# [halloween] google oscurato.

## cloc3

1 novembre 2006.

Goggle è morto?

Oramai da parecchie ore non riesco ad usare google.

Infatti, gli indirizzi ip restituiti dal mio dns (telecom 212.216.112.112) non rispondono sulla porta 80.

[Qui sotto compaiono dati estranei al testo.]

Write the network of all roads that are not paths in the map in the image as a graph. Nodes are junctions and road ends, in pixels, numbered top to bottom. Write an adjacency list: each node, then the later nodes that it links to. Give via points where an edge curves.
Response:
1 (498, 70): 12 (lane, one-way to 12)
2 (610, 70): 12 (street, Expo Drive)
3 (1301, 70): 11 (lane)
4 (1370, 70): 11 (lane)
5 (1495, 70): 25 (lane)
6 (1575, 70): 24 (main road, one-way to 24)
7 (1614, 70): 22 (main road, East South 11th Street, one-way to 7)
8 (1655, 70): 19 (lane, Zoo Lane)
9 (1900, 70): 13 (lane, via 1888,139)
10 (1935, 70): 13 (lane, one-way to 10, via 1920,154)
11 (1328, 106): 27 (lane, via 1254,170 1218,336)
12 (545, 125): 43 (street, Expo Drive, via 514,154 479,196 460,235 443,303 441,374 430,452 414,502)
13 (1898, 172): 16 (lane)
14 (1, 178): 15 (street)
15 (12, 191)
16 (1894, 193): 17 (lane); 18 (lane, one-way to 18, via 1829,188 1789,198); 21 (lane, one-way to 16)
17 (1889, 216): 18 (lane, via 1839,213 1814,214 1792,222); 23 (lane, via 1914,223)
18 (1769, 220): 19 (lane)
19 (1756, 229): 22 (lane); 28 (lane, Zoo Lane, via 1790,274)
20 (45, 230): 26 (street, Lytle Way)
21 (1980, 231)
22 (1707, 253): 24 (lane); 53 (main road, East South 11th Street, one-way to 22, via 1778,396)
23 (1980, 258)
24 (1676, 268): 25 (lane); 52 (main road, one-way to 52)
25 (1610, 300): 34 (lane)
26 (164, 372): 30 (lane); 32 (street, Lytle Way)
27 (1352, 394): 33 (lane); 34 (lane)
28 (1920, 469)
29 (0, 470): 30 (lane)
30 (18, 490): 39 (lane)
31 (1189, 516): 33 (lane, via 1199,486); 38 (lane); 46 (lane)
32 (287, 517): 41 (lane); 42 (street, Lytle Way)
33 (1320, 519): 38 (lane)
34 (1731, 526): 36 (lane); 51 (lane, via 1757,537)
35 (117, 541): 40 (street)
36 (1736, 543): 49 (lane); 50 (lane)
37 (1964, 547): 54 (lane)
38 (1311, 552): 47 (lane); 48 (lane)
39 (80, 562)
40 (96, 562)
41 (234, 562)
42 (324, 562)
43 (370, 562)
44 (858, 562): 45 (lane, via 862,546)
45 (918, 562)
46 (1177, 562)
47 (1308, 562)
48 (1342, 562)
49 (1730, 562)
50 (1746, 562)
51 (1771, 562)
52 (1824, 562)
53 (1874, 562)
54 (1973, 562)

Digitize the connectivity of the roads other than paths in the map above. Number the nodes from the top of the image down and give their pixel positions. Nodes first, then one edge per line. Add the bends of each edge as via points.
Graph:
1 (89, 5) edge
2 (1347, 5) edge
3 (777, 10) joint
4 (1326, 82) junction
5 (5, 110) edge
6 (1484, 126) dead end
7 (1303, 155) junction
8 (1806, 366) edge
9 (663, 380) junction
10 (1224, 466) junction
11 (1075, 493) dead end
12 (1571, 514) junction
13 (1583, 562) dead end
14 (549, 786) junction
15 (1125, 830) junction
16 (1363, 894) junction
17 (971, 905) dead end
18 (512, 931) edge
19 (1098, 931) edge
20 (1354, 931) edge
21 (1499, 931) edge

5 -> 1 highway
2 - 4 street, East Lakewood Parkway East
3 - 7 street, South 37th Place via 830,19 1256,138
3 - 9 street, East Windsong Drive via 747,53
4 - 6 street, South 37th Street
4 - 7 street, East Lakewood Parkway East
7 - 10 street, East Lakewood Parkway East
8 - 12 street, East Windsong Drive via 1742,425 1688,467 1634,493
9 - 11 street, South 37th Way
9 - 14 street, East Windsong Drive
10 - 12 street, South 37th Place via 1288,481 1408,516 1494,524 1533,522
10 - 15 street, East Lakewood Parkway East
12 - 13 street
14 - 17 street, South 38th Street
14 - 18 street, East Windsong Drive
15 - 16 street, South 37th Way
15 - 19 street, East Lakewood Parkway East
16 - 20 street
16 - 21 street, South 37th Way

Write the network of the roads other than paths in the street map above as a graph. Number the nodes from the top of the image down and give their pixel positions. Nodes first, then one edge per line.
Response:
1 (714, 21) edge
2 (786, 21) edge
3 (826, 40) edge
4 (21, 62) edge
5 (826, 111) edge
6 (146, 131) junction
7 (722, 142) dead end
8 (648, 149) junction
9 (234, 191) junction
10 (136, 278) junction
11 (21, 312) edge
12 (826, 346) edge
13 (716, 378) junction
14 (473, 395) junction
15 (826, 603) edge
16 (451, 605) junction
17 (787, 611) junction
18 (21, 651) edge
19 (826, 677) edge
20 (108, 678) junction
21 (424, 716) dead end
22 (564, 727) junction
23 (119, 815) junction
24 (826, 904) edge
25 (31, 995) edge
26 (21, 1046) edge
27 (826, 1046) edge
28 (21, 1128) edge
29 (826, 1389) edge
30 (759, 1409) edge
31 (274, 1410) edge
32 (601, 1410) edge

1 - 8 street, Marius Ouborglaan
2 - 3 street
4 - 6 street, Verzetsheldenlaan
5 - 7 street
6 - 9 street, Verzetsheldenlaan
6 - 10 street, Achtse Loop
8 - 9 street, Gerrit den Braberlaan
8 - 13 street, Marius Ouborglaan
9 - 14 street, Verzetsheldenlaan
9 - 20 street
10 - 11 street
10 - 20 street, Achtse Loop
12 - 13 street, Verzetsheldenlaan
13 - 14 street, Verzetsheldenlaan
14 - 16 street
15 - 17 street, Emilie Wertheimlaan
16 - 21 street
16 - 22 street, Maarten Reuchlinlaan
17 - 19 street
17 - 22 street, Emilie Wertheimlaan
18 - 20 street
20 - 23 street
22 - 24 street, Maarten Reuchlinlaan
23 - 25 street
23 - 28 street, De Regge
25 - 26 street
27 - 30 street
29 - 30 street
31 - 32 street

Alla fine ho agirato il problema in questo modo:

```

s939 ~ # cat /etc/hosts|grep google

64.233.179.104   www.gogole.com www.google.it

```

Ho recuperato l'indirizzo pingando google-gruppi, che invece funziona correttamente?

capita a qualcuno altro?

----------

## Peach

nessun problema sotto fw. almeno ora.

----------

## lavish

Si', su #gentoo-it di freenode, e' capitato ad altri proprio ora

----------

## riverdragon

Sembra sia un problema di aliceadsl.

----------

## crisandbea

io posso confermare che sembra un problema di alice adsl, io ho libero ma i ragazzi dell'appartamento difronte al mio hanno alice, ed hanno lo stesso problema.

----------

## ProT-0-TypE

Ho alice, questi DNS:

```
nameserver 212.216.112.112

nameserver 212.216.172.62

```

e nessun problema con google   :Laughing: 

----------

## snake111

anche io stesso problema, ho parzialmente risolto seguendo le indicazioni sopra, ho aggiunto anche analytics:

in hosts.conf:

```
64.233.179.104 www.google.com www.google.it

64.233.169.99  www.google-analytics.com

```

però mi manca adsense... nessuno sa l'indirizzo letterale?

----------

## cloc3

 *ProT-0-TypE wrote:*   

> Ho alice, questi DNS:
> 
> ```
> nameserver 212.216.112.112
> 
> ...

 

 :Shocked:  eppur non mi va.

cosa ti risponde un `hostx www.google.com`?

----------

## Ic3M4n

a me funziona:

```
 ping www.google.com

PING www.l.google.com (72.14.221.99) 56(84) bytes of data.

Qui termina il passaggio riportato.